▸ ACTION ITEM
Every record must be restated exactly. Drop the images.

▸ SOURCE DATA
╔══
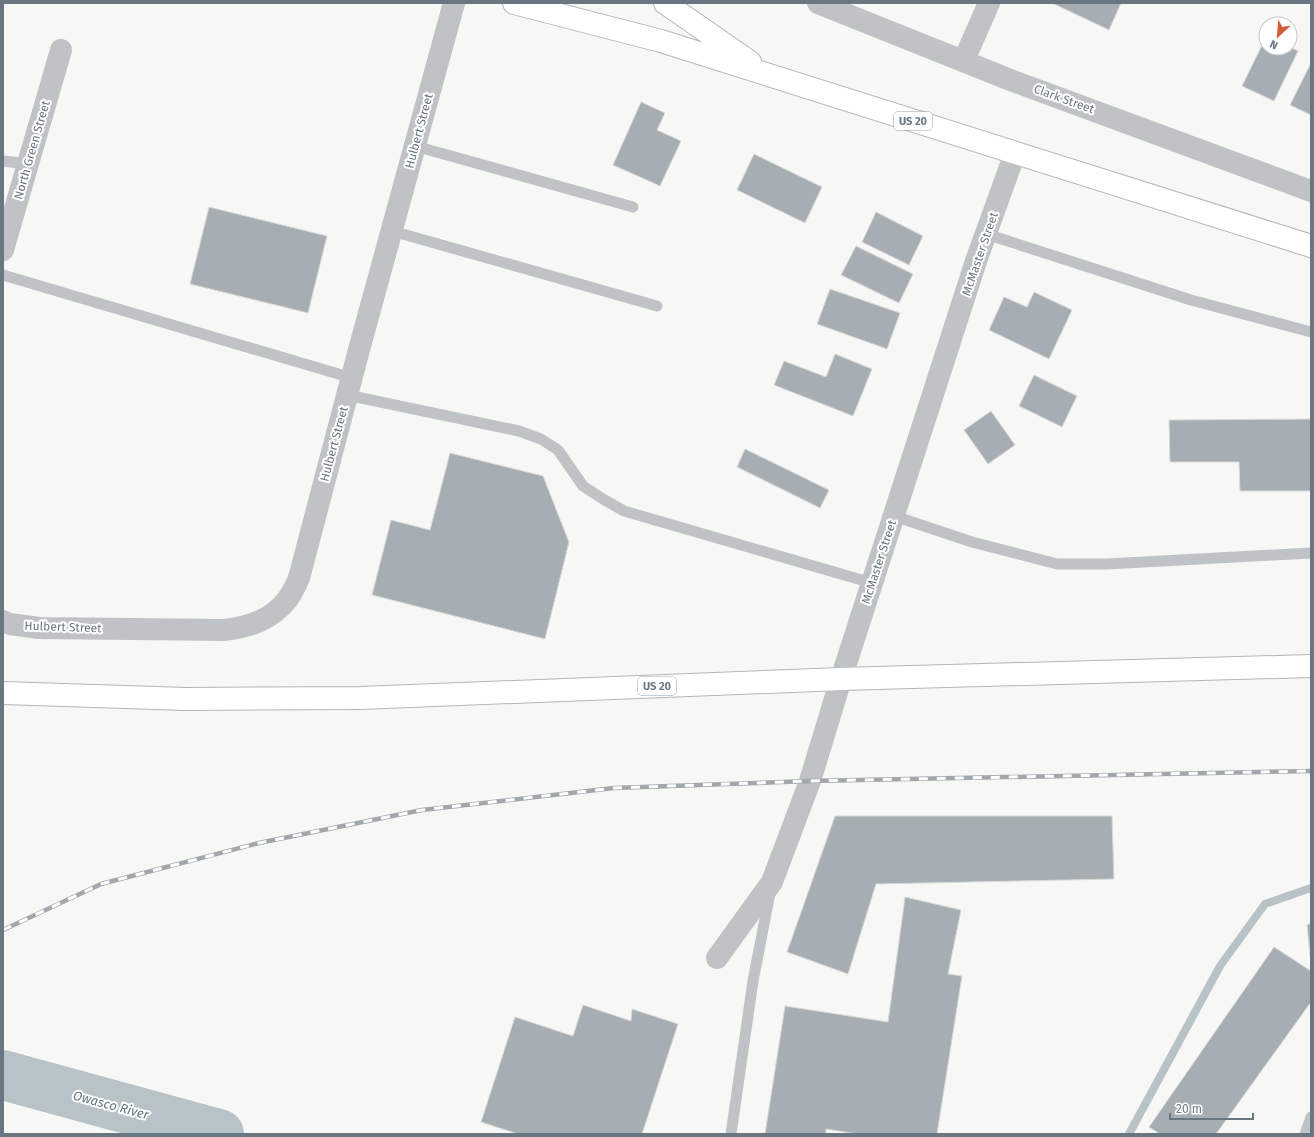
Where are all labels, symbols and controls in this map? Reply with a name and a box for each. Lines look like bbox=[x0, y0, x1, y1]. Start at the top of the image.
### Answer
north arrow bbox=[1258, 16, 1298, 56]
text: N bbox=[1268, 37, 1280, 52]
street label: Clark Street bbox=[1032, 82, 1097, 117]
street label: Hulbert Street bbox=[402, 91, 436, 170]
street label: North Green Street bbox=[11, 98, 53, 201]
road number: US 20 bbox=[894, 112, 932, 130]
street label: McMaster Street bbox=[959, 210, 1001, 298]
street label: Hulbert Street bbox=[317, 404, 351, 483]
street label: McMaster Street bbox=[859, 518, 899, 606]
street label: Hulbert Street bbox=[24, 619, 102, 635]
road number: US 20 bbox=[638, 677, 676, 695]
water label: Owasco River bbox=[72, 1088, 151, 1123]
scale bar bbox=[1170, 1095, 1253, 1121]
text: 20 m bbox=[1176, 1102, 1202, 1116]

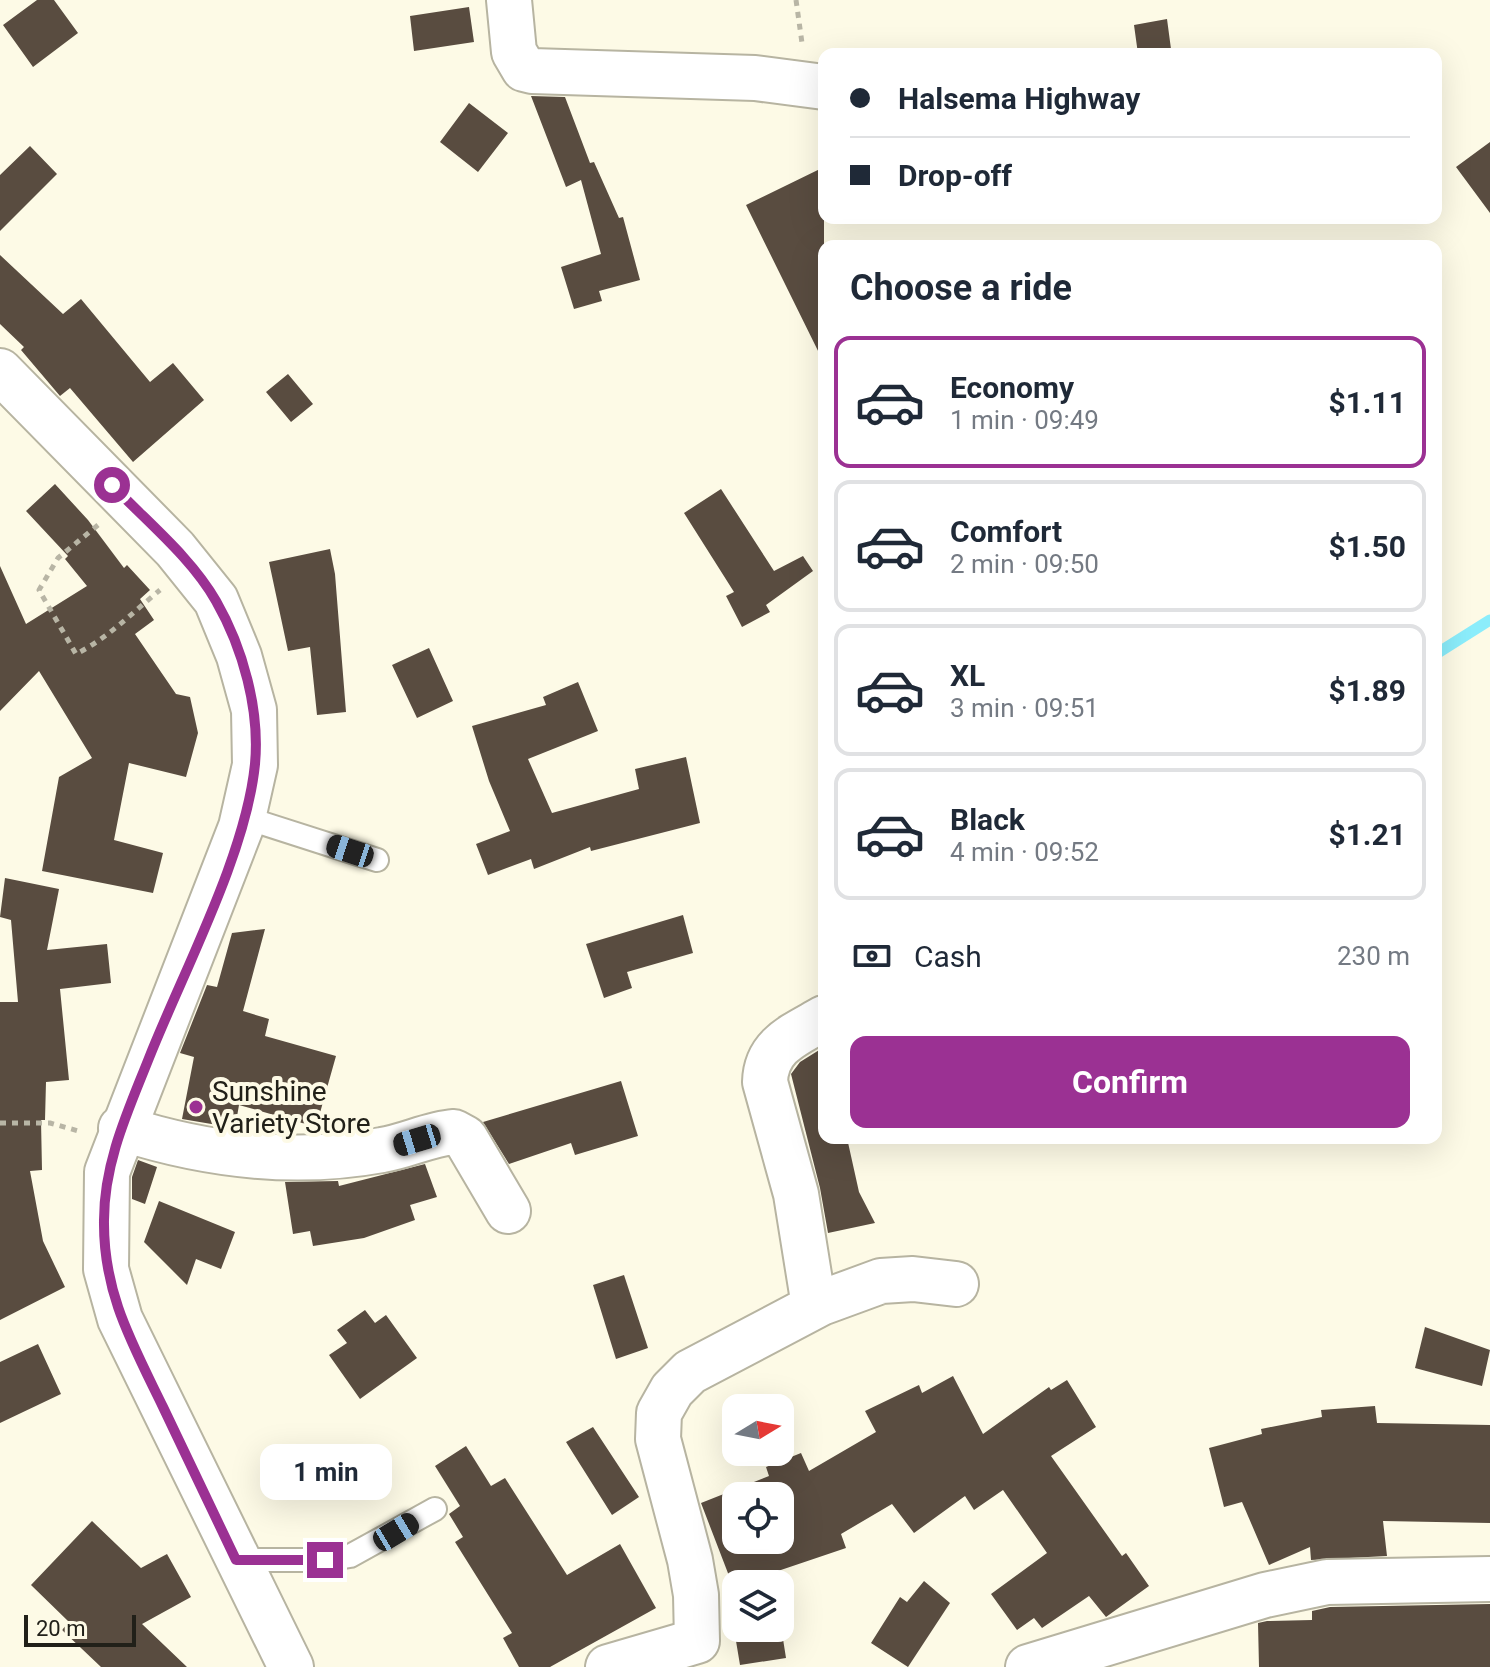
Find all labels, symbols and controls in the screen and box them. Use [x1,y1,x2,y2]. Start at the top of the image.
╚══
▸ WRITTEN REPLY
Where are all labels, symbols and controls in this map? Reply with a name and a box for each. Lines look like bbox=[x0, y0, x1, y1]. Start at the top of the image.
### Answer
north arrow bbox=[1258, 16, 1298, 56]
text: N bbox=[1268, 37, 1280, 52]
street label: Clark Street bbox=[1032, 82, 1097, 117]
street label: Hulbert Street bbox=[402, 91, 436, 170]
street label: North Green Street bbox=[11, 98, 53, 201]
road number: US 20 bbox=[894, 112, 932, 130]
street label: McMaster Street bbox=[959, 210, 1001, 298]
street label: Hulbert Street bbox=[317, 404, 351, 483]
street label: McMaster Street bbox=[859, 518, 899, 606]
street label: Hulbert Street bbox=[24, 619, 102, 635]
road number: US 20 bbox=[638, 677, 676, 695]
water label: Owasco River bbox=[72, 1088, 151, 1123]
scale bar bbox=[1170, 1095, 1253, 1121]
text: 20 m bbox=[1176, 1102, 1202, 1116]

Find all labels, symbols and controls in the screen and box them. Use [x1,y1,x2,y2]. Start at the top of the image.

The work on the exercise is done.